Which is pretty much what the twenty or so monks living in Utah have been about all these years. Of that original group that began sixty or more years ago, not many have survived, and those who have, along with a handful of others who signed on later, all looked pretty long in the tooth to me. The abbot, for example, a most agreeable young man in his early seventies, told me the average age was just over eighty. I’d have put the figure rather higher than that. (Between conferences, I will confess, I could never be quite sure if anyone would survive.) Still, it was the oldest ones, those closest to the end of their journeys, who impressed me most. I think of dear Brother Felix, for example, who, God willing, must be in his late nineties by now. What a lovely man he was! Bent and gnarled by age and illness, his sight virtually gone, I watched him day by day moving in a sort of rhythmic silence from station to station, in a Via Dolorossa that had become his life.

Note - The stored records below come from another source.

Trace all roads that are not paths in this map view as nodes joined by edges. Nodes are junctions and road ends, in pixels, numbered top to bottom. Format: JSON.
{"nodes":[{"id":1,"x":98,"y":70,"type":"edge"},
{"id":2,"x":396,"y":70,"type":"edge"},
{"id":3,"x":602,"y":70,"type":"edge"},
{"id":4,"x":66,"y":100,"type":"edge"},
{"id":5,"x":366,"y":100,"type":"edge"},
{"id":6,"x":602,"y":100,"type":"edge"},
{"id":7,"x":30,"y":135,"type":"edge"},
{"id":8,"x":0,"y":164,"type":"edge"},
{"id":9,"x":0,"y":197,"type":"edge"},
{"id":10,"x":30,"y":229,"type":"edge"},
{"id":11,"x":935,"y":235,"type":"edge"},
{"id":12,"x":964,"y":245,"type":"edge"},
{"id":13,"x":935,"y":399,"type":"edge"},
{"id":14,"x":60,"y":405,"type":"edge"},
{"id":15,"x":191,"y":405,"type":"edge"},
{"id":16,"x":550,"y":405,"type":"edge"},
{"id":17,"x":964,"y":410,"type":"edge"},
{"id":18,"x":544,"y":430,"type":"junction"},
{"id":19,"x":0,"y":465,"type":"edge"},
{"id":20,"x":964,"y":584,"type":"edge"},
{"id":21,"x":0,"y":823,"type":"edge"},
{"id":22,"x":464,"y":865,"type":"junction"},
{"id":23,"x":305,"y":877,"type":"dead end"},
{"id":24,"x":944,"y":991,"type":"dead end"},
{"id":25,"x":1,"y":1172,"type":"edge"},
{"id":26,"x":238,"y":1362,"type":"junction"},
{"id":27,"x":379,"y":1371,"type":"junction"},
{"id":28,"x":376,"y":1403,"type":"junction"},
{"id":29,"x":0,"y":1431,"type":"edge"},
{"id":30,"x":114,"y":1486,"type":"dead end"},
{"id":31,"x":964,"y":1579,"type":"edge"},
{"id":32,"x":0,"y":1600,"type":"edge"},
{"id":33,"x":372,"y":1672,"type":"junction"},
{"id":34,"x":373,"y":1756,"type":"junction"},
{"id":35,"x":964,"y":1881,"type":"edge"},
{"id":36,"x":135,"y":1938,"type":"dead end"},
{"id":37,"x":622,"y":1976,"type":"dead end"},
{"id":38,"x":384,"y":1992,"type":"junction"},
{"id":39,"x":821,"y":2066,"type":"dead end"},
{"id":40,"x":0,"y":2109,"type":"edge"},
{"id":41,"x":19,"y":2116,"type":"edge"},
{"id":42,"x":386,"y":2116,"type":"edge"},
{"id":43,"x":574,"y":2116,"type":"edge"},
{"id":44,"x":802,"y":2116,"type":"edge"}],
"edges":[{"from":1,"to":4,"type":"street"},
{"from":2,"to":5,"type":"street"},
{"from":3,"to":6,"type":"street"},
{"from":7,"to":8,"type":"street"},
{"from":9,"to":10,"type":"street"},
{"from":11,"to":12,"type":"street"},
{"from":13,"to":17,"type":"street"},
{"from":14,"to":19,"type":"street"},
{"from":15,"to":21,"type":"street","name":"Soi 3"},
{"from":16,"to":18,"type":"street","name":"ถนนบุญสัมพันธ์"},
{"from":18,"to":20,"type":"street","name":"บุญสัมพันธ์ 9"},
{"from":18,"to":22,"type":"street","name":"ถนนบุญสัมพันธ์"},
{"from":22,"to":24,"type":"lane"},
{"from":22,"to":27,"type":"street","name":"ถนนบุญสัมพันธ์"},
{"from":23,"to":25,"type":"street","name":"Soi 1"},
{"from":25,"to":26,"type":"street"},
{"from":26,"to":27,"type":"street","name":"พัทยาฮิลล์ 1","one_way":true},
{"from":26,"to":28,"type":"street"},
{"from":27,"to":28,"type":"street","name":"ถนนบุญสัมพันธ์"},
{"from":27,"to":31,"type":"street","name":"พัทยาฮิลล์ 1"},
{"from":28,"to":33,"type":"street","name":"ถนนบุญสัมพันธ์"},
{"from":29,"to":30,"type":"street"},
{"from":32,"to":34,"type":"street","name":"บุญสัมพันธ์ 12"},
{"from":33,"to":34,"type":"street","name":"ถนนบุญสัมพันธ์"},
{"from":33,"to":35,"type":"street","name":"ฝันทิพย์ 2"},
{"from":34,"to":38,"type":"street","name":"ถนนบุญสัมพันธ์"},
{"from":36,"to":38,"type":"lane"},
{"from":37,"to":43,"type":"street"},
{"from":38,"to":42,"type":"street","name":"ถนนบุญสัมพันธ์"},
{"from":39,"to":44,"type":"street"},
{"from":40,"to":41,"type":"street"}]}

And what will the fate of the monastery be, if fresh recruits cannot be found? Will God supply the need? He surely did seven centuries ago when the charism of Cistercian life found concrete expression in over five-hundred abbey churches strewn about the countryside of Northern Europe by the year 1300. Another one-hundred-and-fifty arose in the following century. “It’s a matter for prayer,” the Abbot says, his voice bespeaking a confidence borne of his own intense life of prayer.
All things being possible with God, I’d put my money on the monks. After all, isn’t prayer the thing they do best? And inhabiting, as they feel themselves obliged to do, a whole world of silence, the perfect medium for the life of prayer could scarcely be improved upon. Yes, I do believe God will reward such faithfulness to prayer with renewed life and vocations.